## What the exercise asks
Filter the entries, keeping every line with the word "Ogilvie".

----- Provided entries -----

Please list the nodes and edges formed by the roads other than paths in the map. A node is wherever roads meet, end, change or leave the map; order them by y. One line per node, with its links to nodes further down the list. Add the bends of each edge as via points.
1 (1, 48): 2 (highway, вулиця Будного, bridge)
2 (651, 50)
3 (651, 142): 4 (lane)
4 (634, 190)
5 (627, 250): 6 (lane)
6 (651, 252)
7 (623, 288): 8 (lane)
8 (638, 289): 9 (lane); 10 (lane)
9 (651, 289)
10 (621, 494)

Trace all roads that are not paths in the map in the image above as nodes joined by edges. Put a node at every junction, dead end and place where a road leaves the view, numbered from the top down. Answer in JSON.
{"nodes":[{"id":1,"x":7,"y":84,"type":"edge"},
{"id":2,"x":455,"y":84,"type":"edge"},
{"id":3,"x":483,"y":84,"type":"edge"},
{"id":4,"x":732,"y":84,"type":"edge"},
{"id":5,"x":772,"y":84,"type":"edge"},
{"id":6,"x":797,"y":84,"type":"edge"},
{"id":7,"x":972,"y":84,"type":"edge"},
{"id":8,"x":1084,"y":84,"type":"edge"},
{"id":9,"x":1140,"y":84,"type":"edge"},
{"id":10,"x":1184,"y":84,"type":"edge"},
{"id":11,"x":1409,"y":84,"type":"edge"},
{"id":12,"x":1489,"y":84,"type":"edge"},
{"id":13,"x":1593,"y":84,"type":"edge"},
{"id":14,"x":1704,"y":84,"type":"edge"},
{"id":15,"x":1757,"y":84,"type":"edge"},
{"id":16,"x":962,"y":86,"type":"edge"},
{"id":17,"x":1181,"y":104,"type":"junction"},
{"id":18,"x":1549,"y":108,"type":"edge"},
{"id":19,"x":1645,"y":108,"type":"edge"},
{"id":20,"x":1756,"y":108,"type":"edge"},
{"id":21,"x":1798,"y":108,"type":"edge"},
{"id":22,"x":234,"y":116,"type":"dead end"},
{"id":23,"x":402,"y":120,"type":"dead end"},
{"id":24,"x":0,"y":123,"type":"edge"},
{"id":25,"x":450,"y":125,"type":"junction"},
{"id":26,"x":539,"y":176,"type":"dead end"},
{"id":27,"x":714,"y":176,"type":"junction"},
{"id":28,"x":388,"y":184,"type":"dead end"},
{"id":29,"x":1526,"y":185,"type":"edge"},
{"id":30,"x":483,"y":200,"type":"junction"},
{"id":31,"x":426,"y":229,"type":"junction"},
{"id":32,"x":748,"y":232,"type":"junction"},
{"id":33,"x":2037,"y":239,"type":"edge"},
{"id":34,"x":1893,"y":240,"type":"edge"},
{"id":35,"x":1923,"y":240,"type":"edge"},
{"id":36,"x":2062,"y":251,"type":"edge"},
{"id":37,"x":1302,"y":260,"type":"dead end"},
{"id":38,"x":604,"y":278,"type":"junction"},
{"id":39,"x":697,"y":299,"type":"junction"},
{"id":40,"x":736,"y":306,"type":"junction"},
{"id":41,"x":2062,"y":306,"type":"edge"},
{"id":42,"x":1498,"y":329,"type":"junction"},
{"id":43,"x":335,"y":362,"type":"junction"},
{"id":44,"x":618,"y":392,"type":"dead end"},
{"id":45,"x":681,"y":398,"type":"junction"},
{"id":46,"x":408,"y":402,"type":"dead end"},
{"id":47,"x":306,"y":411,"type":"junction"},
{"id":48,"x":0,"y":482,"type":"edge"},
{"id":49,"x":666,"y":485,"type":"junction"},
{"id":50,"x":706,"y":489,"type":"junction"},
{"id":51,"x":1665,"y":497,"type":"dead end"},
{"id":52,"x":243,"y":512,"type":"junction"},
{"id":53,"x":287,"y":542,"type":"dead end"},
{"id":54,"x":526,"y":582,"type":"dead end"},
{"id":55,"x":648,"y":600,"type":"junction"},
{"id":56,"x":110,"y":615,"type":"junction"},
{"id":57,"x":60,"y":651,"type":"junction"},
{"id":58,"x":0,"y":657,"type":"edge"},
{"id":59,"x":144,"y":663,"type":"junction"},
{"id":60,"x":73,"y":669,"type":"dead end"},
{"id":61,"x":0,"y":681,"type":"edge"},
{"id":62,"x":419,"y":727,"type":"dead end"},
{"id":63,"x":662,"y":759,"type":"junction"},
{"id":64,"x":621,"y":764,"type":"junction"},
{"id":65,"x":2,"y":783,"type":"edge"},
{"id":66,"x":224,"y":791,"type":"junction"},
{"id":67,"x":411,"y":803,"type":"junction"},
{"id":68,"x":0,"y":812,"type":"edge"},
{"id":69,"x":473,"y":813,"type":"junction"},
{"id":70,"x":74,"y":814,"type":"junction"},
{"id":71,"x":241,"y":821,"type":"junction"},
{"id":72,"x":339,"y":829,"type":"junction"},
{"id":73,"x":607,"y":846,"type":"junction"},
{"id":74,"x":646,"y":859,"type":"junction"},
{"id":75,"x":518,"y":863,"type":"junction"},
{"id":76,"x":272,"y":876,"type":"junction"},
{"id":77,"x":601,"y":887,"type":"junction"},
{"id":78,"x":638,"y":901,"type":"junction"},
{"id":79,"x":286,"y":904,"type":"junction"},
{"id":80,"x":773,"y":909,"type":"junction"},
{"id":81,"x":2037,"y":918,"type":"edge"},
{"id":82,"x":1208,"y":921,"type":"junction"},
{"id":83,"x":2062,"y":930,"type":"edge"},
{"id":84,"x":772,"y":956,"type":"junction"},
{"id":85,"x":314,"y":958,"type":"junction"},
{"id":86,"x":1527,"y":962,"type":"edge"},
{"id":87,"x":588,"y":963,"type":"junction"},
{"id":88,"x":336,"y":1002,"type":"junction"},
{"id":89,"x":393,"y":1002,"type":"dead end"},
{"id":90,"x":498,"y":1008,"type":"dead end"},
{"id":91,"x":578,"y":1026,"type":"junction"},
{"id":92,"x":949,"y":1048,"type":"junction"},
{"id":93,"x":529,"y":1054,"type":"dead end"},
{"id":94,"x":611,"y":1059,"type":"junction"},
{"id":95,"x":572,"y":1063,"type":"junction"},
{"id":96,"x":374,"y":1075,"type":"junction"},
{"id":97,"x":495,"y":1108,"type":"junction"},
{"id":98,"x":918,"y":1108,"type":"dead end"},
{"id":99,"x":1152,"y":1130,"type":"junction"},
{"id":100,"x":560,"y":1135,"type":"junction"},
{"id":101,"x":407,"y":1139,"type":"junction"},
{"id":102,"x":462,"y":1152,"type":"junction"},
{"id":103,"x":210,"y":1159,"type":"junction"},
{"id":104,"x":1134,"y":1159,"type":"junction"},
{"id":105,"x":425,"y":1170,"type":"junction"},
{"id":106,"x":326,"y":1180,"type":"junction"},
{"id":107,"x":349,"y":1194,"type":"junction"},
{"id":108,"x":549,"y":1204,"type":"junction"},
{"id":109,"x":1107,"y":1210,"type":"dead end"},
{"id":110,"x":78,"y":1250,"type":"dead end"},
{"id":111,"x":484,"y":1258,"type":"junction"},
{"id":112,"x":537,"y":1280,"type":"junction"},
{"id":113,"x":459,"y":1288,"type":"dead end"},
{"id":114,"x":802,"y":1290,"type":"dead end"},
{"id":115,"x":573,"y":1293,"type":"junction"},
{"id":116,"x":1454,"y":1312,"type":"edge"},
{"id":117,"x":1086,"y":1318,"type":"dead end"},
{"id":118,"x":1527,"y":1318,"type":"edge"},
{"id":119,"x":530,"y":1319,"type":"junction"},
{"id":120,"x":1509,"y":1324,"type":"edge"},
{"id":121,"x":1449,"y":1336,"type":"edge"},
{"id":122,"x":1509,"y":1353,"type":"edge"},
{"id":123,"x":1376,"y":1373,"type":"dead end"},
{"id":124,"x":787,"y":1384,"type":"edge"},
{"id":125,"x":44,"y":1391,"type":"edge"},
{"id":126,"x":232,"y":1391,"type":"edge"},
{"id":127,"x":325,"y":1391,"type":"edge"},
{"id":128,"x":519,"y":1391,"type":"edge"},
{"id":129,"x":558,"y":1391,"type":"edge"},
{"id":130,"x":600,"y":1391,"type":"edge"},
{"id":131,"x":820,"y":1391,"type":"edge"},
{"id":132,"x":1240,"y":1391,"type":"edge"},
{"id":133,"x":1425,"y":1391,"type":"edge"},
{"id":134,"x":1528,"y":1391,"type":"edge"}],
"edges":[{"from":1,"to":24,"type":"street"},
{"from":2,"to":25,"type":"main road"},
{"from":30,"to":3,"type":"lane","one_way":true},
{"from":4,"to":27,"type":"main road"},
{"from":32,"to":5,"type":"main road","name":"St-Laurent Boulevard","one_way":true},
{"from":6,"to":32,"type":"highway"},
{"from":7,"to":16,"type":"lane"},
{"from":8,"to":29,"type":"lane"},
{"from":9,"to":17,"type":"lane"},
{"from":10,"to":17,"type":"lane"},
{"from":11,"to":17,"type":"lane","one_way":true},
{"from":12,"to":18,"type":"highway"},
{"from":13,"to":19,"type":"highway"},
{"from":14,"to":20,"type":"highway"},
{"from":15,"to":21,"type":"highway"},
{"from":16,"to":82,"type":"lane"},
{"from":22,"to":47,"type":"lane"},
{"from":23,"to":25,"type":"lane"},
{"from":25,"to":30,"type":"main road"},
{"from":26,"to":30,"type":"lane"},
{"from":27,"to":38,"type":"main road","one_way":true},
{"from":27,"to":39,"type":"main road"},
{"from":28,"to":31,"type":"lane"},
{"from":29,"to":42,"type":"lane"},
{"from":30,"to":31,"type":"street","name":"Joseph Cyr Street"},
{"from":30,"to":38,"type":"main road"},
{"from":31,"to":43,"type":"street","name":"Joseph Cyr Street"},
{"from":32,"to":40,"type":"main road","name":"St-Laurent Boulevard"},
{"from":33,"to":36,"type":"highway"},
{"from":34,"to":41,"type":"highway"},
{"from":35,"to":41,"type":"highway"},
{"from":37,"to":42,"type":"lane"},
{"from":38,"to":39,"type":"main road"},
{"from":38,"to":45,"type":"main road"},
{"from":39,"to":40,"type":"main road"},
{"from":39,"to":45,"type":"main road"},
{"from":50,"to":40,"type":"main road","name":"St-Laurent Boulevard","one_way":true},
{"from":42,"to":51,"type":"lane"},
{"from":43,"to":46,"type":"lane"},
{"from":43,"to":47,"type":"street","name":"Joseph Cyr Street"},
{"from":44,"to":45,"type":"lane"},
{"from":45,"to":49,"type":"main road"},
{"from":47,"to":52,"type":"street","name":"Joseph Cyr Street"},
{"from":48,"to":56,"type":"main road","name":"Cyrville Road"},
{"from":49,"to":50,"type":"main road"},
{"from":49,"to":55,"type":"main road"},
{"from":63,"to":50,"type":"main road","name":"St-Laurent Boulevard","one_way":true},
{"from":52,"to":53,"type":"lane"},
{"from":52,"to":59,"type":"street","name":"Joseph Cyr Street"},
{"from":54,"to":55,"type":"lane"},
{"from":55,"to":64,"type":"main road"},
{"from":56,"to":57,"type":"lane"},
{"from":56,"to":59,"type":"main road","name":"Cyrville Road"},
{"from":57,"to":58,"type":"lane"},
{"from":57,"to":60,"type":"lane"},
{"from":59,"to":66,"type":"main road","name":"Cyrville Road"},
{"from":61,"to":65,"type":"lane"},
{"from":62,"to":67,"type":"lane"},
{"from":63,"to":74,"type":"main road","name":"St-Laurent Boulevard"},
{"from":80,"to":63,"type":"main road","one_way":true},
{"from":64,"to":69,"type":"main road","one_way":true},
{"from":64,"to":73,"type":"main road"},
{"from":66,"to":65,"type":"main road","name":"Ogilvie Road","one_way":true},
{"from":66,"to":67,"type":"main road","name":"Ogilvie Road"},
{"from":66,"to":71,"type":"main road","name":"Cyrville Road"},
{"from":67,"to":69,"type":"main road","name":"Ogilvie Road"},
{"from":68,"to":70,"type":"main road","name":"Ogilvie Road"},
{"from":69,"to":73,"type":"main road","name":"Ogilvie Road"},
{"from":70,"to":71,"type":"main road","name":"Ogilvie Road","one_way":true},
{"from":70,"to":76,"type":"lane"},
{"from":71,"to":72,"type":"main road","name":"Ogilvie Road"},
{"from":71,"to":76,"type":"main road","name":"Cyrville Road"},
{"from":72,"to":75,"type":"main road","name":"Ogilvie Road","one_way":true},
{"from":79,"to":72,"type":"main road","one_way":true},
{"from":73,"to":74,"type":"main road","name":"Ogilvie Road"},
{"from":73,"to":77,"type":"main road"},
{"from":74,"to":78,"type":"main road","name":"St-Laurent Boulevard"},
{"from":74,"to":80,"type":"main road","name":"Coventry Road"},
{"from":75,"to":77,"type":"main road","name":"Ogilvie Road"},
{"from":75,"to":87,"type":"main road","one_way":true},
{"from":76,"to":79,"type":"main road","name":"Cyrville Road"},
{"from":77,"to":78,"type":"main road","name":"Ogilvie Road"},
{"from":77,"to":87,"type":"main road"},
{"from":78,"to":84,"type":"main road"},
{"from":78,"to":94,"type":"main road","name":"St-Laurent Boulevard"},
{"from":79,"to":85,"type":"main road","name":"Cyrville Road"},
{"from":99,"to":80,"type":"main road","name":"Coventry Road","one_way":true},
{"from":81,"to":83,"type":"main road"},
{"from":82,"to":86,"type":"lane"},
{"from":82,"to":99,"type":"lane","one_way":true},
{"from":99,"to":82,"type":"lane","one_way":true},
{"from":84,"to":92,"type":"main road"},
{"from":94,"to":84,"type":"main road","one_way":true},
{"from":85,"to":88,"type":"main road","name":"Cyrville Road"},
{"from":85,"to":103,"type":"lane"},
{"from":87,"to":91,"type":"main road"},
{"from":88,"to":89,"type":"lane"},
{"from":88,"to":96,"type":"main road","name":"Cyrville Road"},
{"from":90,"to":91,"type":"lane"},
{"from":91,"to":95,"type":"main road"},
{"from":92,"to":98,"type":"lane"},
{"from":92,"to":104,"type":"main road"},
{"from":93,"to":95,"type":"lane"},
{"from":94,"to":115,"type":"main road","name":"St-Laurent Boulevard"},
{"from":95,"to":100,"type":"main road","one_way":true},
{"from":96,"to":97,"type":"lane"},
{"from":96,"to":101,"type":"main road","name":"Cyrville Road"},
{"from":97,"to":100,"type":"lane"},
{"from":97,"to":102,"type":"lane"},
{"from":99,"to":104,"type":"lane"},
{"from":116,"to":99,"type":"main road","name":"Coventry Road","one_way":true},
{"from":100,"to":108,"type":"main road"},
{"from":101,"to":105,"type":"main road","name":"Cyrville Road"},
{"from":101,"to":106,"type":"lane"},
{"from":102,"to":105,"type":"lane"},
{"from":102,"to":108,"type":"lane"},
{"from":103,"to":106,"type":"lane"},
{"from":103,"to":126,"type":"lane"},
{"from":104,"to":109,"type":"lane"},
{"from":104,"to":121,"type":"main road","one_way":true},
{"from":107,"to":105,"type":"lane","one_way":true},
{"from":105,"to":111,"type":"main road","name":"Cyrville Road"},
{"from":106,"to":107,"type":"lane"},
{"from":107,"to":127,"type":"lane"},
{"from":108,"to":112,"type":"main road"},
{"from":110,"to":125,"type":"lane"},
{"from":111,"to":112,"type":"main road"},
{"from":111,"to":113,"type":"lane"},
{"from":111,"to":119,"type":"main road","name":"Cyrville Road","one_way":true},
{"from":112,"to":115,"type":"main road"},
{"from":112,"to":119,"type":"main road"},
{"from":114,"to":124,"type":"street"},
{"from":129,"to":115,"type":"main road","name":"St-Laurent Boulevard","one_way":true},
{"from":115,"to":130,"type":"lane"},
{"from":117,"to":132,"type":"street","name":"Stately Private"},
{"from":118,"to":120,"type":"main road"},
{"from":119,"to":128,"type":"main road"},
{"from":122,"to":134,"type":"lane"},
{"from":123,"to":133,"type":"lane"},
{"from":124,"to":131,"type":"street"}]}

-----

## Problem solution
{"from":66,"to":65,"type":"main road","name":"Ogilvie Road","one_way":true},
{"from":66,"to":67,"type":"main road","name":"Ogilvie Road"},
{"from":67,"to":69,"type":"main road","name":"Ogilvie Road"},
{"from":68,"to":70,"type":"main road","name":"Ogilvie Road"},
{"from":69,"to":73,"type":"main road","name":"Ogilvie Road"},
{"from":70,"to":71,"type":"main road","name":"Ogilvie Road","one_way":true},
{"from":71,"to":72,"type":"main road","name":"Ogilvie Road"},
{"from":72,"to":75,"type":"main road","name":"Ogilvie Road","one_way":true},
{"from":73,"to":74,"type":"main road","name":"Ogilvie Road"},
{"from":75,"to":77,"type":"main road","name":"Ogilvie Road"},
{"from":77,"to":78,"type":"main road","name":"Ogilvie Road"},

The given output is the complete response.